In my last blog about self-service, I discussed how B2B companies need to make it easier for customers to engage with their solutions. However, before you can enable customers to help themselves, you need to make them aware of your company and how your technology can help them solve problems. Surprisingly, this is a task many organizations struggle to articulate.

In this blog, I will take a step back and highlight one of the most significant challenges facing technology companies today: website messaging.

When I think about messaging, I start with two key questions:

  1. What problem are you solving?
  2. Who are you solving it for, or who is the buyer?

These questions may sound like an easy foundation for corporate messaging, but when I visit many companies’ websites, the answers are often unclear. A critical test for your business is to have a visitor look at your site and see if they could determine, in one minute, if you can solve their problem. I am shocked by how few companies get this right.

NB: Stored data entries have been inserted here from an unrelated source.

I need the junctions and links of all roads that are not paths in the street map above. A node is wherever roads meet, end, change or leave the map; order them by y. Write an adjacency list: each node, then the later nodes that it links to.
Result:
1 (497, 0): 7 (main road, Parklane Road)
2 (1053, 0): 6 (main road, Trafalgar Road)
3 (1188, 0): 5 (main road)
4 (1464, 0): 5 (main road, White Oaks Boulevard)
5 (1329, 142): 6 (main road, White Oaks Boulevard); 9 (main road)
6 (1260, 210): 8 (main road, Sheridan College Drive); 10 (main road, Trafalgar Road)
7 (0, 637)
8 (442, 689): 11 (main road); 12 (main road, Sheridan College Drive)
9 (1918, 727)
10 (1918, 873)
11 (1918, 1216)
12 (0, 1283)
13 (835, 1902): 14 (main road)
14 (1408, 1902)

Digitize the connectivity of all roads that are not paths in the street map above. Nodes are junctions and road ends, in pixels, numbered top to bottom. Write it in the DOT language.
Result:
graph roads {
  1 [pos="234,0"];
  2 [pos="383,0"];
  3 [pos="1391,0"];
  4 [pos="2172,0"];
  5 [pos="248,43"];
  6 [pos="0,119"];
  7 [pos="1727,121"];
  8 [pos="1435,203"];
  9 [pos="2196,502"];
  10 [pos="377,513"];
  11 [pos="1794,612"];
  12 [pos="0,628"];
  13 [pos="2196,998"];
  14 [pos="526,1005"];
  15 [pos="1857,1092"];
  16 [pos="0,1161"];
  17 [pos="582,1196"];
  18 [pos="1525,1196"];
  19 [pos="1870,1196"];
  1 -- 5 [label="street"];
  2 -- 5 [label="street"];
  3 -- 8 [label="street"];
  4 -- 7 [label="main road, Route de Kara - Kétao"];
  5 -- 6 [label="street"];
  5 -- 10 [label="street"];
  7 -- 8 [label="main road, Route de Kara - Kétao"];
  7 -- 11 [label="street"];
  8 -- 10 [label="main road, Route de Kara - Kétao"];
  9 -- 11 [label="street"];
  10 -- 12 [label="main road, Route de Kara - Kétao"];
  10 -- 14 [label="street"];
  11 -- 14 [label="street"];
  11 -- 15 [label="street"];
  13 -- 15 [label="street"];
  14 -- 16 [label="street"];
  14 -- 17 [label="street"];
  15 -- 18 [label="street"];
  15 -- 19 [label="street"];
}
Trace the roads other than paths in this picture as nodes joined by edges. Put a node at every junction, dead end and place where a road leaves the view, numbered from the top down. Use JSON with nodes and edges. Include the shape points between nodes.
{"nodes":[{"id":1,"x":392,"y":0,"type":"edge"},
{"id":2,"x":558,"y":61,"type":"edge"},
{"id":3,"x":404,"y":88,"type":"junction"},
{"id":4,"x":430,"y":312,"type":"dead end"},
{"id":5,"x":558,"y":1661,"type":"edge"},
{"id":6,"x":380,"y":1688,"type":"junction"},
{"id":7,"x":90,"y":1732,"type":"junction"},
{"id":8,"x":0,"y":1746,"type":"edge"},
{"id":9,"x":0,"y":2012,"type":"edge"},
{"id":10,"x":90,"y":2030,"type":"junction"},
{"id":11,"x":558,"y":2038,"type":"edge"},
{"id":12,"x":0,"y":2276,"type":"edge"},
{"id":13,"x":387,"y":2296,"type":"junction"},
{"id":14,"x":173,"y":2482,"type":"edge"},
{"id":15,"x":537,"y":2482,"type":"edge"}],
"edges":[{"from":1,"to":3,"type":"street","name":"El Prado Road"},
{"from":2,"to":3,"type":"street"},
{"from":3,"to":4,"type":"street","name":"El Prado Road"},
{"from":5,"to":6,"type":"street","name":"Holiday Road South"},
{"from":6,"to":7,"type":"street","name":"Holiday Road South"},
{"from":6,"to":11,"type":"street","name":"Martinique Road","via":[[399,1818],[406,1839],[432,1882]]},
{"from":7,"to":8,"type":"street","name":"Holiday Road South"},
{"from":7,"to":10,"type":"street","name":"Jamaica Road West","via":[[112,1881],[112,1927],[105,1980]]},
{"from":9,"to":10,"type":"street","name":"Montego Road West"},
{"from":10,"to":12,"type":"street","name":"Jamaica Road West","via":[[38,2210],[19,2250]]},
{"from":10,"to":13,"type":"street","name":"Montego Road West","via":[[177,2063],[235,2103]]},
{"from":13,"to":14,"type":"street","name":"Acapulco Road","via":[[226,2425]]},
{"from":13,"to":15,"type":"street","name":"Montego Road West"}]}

Your website and other owned digital properties, such as social media, are where you attract your top of the funnel leads. These early-stage prospects are doing research and starting to build their consideration set. Getting your website messaging wrong can confuse them and result in your company being left off their list. Unclear messaging will waste all the time and effort you made attracting the potential customer to your site. Even worse, it can also start to get the wrong prospects visiting your website and asking questions about problems you can’t solve, which is a waste of everyone’s time.

To avoid this dilemma, it’s essential to get feedback from prospective customers and third party participants, such as industry analysts, on whether your website communicates your message effectively and if it’s clear what your company does.

Once you have the qualitative data from these individuals, it’s essential to explore the quantitative data with website analytics tools. Look at your key website metrics to understand:

  • Where are your viewers coming from? (ads, social, publications)
  • Who are your viewers? (industry, demographics, age)
  • How long are they staying on your website? (bounce rate, time on page)
  • What are they clicking on? (click-through rate, page per session)
  • Are they returning to learn more about your solutions? (returning vs. new users)

These metrics should indicate whether you have the correct visitors, if your message is clear, if your content is engaging, and if you’re helping them solve problems. Remember, more and more B2B customers will not engage with a salesperson until they are in the middle of the purchase decision. In fact, some studies show that 70 percent of buyers wait until after they have already defined their needs to engage sellers. Your online presence and messages are critical in that decision-making process.

Often websites also forget to tell the reader why they are in business. Buyers want to understand your motivation and the people behind the company. Don’t be afraid to express what makes your team unique and why you are on this mission. People buy from people. In this digital world, it’s critical to find ways to communicate this vision to prospective customers and connect with their needs.

If at any point you get stuck, focus on the fundamentals:

  1. How can you help your prospective customers?
  2. Why should they do business with you?

All the attractive graphics, jazzy slogans, and industry buzzwords will not help. A lousy web presence is like hiding the front door to your retail store and wondering why nobody is visiting. Messaging is critical when you pitch to your customers, but even more important on your website when it’s the front door to that pitch meeting.

Messaging is only one piece of your company’s website. You will need to also address your user’s buyer journey as the next step. Stay tuned for our tips on how to solve this.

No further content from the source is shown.